(RECORDS TO PROCESS begins)

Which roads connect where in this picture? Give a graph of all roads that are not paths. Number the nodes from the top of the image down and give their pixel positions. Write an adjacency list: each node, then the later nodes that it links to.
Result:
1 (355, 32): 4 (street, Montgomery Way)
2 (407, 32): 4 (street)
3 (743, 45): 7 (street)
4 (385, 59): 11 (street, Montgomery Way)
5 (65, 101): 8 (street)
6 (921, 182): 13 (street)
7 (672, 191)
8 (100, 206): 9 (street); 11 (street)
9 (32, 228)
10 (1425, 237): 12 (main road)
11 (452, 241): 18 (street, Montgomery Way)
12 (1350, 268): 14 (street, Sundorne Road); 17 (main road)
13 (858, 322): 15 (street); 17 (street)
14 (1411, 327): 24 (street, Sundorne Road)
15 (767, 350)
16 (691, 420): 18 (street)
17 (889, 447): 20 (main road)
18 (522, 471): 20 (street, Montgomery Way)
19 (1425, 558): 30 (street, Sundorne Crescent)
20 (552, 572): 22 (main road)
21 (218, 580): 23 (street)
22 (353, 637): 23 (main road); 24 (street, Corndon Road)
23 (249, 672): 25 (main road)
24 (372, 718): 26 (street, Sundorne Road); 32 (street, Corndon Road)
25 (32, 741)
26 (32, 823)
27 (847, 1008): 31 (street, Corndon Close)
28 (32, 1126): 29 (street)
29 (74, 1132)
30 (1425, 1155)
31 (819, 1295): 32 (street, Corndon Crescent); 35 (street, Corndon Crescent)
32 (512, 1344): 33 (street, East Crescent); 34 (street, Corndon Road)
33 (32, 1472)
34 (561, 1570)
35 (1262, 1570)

(RECORDS TO PROCESS ends)

### EXERCISE PROMPT
What you return must match the data above character for character.

### THE COMPLETED TASK
Which roads connect where in this picture? Give a graph of all roads that are not paths. Number the nodes from the top of the image down and give their pixel positions. Write an adjacency list: each node, then the later nodes that it links to.
Result:
1 (355, 32): 4 (street, Montgomery Way)
2 (407, 32): 4 (street)
3 (743, 45): 7 (street)
4 (385, 59): 11 (street, Montgomery Way)
5 (65, 101): 8 (street)
6 (921, 182): 13 (street)
7 (672, 191)
8 (100, 206): 9 (street); 11 (street)
9 (32, 228)
10 (1425, 237): 12 (main road)
11 (452, 241): 18 (street, Montgomery Way)
12 (1350, 268): 14 (street, Sundorne Road); 17 (main road)
13 (858, 322): 15 (street); 17 (street)
14 (1411, 327): 24 (street, Sundorne Road)
15 (767, 350)
16 (691, 420): 18 (street)
17 (889, 447): 20 (main road)
18 (522, 471): 20 (street, Montgomery Way)
19 (1425, 558): 30 (street, Sundorne Crescent)
20 (552, 572): 22 (main road)
21 (218, 580): 23 (street)
22 (353, 637): 23 (main road); 24 (street, Corndon Road)
23 (249, 672): 25 (main road)
24 (372, 718): 26 (street, Sundorne Road); 32 (street, Corndon Road)
25 (32, 741)
26 (32, 823)
27 (847, 1008): 31 (street, Corndon Close)
28 (32, 1126): 29 (street)
29 (74, 1132)
30 (1425, 1155)
31 (819, 1295): 32 (street, Corndon Crescent); 35 (street, Corndon Crescent)
32 (512, 1344): 33 (street, East Crescent); 34 (street, Corndon Road)
33 (32, 1472)
34 (561, 1570)
35 (1262, 1570)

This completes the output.